To exploit the full grasping capabilities of a humanoid robot, robust execution of bimanual grasping or manipulation motions should be possible. The bimanual visual servoing framework, which we developed at H²T at KIT, enables the robots to robustly execute dual arm grasping and manipulation tasks. Therefore, target objects and both hands are tracked alternately and a combined open- / closed-loop controller is used for positioning the hands with respect to the targets. The control framework for reactive positioning of both hands applying position based visual servoing fuses the sensor data streams coming from the vision system, the joint encoders, and the force/torque sensors.
- A Position-Based Visual Servoing controller enables the humanoid robot ARMAR-III to hand-over a cup from the left to the right hand.
- Reactive Visual Servoing is used to robustly grasp a door handle.
- A box with mashed potatoes is robustly grasped by ARMAR-III. The internal view of the visually controlled movement is shown.
- The humanoid robot ARMAR-III uses Reactive Visual Servoing techniques to grasp a moving cup.
- The humanoid robot ARMAR-III uses its visual servoing system for grasping an apple juice in the fridge.
- Bimanual grasping and manipulation: ARMAR-III uses the Bimanual Visual Servoing controller for grasping a wok with both hands resulting in a coupled bimanual manipulation.

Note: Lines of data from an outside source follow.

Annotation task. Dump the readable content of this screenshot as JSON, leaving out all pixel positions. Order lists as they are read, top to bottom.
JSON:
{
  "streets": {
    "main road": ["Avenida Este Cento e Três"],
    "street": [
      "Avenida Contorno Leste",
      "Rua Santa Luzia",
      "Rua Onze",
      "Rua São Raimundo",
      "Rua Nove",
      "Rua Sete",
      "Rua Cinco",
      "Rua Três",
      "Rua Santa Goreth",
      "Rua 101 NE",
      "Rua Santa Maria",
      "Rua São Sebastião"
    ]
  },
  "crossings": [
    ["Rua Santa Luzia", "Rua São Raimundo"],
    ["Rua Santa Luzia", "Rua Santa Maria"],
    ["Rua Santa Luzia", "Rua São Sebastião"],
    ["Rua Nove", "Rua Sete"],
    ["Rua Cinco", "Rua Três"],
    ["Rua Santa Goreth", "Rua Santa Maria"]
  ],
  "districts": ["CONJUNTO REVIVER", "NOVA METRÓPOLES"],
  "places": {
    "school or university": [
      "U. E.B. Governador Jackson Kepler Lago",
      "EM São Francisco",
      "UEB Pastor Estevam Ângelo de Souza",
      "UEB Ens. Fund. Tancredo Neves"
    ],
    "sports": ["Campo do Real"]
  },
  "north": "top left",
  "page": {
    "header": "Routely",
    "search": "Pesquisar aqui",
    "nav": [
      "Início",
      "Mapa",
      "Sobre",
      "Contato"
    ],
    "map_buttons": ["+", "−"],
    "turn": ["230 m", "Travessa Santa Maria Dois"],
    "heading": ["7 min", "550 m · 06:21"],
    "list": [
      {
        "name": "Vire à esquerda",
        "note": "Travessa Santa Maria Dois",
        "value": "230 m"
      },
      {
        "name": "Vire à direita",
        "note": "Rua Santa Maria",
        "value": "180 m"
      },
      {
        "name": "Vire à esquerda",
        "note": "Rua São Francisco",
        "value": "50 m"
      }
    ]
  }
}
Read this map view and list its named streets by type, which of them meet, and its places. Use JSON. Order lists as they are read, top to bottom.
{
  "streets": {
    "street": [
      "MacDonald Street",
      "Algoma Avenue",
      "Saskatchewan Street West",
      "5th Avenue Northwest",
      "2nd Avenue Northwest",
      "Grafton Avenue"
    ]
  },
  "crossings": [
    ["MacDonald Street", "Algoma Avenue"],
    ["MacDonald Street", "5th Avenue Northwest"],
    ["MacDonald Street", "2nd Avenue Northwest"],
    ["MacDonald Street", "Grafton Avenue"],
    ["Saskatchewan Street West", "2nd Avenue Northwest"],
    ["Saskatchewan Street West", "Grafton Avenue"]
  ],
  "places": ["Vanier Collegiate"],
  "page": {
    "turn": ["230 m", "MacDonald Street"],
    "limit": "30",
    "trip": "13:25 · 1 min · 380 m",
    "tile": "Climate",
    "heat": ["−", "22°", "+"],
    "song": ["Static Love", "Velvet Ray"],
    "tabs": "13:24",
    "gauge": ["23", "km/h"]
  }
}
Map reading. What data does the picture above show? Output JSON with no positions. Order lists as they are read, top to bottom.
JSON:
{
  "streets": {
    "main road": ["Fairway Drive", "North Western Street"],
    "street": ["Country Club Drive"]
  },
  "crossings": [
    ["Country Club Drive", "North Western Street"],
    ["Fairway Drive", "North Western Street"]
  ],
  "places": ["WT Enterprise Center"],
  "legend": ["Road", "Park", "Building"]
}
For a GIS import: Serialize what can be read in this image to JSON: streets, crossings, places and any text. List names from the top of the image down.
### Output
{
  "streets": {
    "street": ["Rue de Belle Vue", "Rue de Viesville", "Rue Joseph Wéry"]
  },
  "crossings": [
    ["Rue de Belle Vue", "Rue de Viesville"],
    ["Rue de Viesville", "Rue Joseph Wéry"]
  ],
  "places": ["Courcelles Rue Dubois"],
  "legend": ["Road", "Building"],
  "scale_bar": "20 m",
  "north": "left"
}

- Bimanual Visual Servoing for simultaneously grasping a cup and a beverage carton with both hands. The juice is poured in the cup by executing a de-coupled dual-arm manipulation.
- ARMAR-III is supposed to grasp the cereal box in different setups. The RRT-based Multi-EEF planner implicitly selects the hand, a feasible grasping pose together with an IK-solution and generates a collision-free grasping trajectory. The planned trajectory is executed with high accuracy due to the visually guided motion execution that continuously observes and corrects the relation of hand and target.